Integrate the VSK into a Multimodal Device

STEP 1:
Create Video Skill and Lambda

→

STEP 2:
Enable Skill on Device and Test

→

STEP 3:
Understand Directives and Responses

→

STEP 4:
Understand Web Player & Playback URL

→

STEP 5:
Build Your Web Player

→

STEP 6:
Respond to Alexa Directives

→

STEP 7:
Implement Account Linking

→

STEP 8:
Test for Certification

From your GetPlayableItemsMetadataResponse, Amazon passes the playbackContextToken to your web player.
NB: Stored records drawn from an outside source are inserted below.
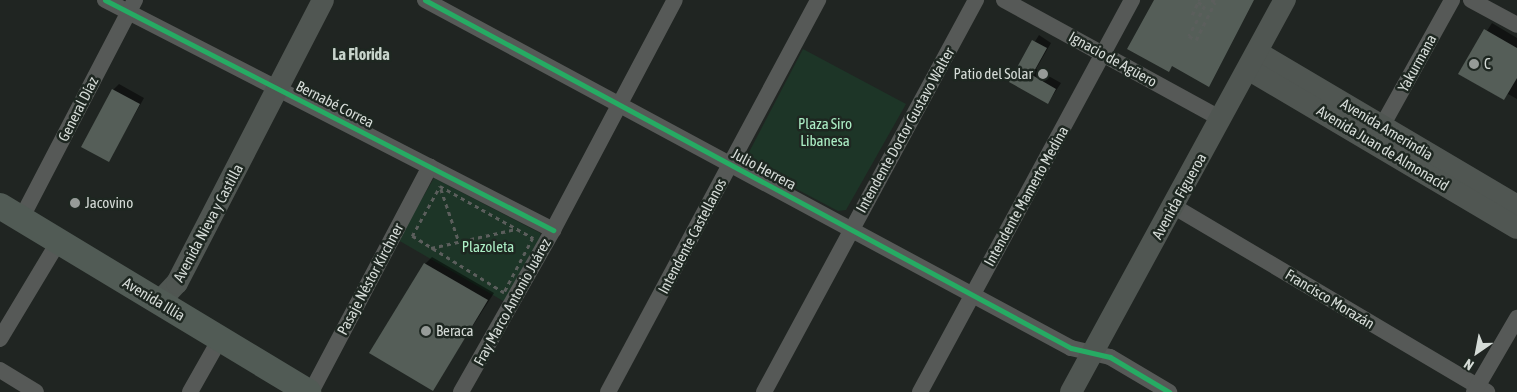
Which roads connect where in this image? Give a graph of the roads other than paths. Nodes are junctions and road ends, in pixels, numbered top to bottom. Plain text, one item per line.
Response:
1 (105, 0) edge
2 (308, 0) edge
3 (323, 0) edge
4 (426, 0) edge
5 (675, 0) edge
6 (818, 0) edge
7 (976, 0) edge
8 (1004, 0) edge
9 (1132, 0) edge
10 (1285, 0) edge
11 (1452, 0) edge
12 (1471, 0) edge
13 (132, 6) edge
14 (1517, 25) edge
15 (1104, 54) junction
16 (1253, 60) junction
17 (272, 85) junction
18 (620, 104) junction
19 (1221, 119) junction
20 (1382, 126) junction
21 (730, 165) junction
22 (430, 166) junction
23 (1173, 206) junction
24 (1517, 206) edge
25 (11, 212) edge
26 (546, 226) junction
27 (1517, 228) edge
28 (850, 229) junction
29 (59, 242) junction
30 (972, 294) junction
31 (159, 302) junction
32 (1517, 318) edge
33 (0, 339) edge
34 (220, 339) junction
35 (1092, 353) junction
36 (0, 370) edge
37 (1480, 390) edge
38 (36, 392) edge
39 (190, 392) edge
40 (309, 392) edge
41 (461, 392) edge
42 (608, 392) edge
43 (764, 392) edge
44 (920, 392) edge
45 (1072, 392) edge
46 (1169, 392) edge

1 - 13 street, Bernabé Correa
2 - 17 street, Avenida Nieva y Castilla
3 - 17 street, Avenida Nieva y Castilla
4 - 18 street, Julio Herrera
5 - 18 street, Fray Marco Antonio Juárez
6 - 21 street, Intendente Castellanos
7 - 28 street, Intendente Doctor Gustavo Walter
8 - 15 street, Ignacio de Agüero
9 - 15 street, Intendente Mamerto Medina
10 - 16 street, Avenida Figueroa
11 - 20 street, Yakurmana
12 - 14 street
13 - 17 street, Bernabé Correa
13 - 25 street, General Díaz
15 - 19 street, Ignacio de Agüero
15 - 30 street, Intendente Mamerto Medina
16 - 19 street, Avenida Figueroa
16 - 20 street, Avenida Amerindia
16 - 27 street, Avenida Juan de Almonacid
17 - 22 street, Bernabé Correa
17 - 31 street, Avenida Nieva y Castilla
18 - 21 street, Julio Herrera
18 - 26 street, Fray Marco Antonio Juárez
19 - 23 street, Avenida Figueroa
20 - 24 street, Avenida Amerindia
21 - 28 street, Julio Herrera
21 - 42 street, Intendente Castellanos
22 - 26 street, Bernabé Correa
22 - 40 street, Pasaje Néstor Kirchner
23 - 35 street, Avenida Figueroa
23 - 37 street, Francisco Morazán
25 - 29 main road, Avenida Illia
26 - 41 street, Fray Marco Antonio Juárez
28 - 30 street, Julio Herrera
28 - 43 street, Intendente Doctor Gustavo Walter
29 - 31 main road, Avenida Illia
29 - 33 street
30 - 35 street, Julio Herrera
30 - 44 street, Intendente Mamerto Medina
31 - 34 main road, Avenida Illia
32 - 37 street
34 - 39 street
34 - 40 main road, Avenida Illia
35 - 45 street, Avenida Figueroa
35 - 46 street, Julio Herrera
36 - 38 street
The logic in your web player can convert this playbackContextToken to a media playback URL that your web player loads.

Overview to the Media Playback URL and Media Player
Workflow Detail for the Media Playback URL
Handlers and Functions Used
Code Walkthrough
playbackContextToken versus accessToken
Next Steps

Overview to the Media Playback URL and Media Player

One detail that might not be apparent from the previous section (Step 3: Understand the Alexa Directives and Lambda Responses), is how the multimodal device gets the playback URL for the media, since this playback URL isn't something that your Lambda passes back to Alexa. (With the Fire TV app implementation of video skills, your Lambda pushes content URLs directly to your app through ADM. But because multimodal devices don't have apps, the process here is a bit different.)

Basically, here's how it works. In your Lambda's GetPlayableItemsMetadataResponse, your Lambda passes a playbackContextToken back to Alexa. The playbackContextToken contains a value of your choosing to describe the media. Amazon passes the playbackContextToken value to your web player through handlers in the Alexa JavaScript Library (alexa.js).

Your web player's code can then convert the playbackContextToken value to a media playback URL. This way you keep your media playback URLs entirely private, known only to you. The following sections will go through this workflow and code in more detail.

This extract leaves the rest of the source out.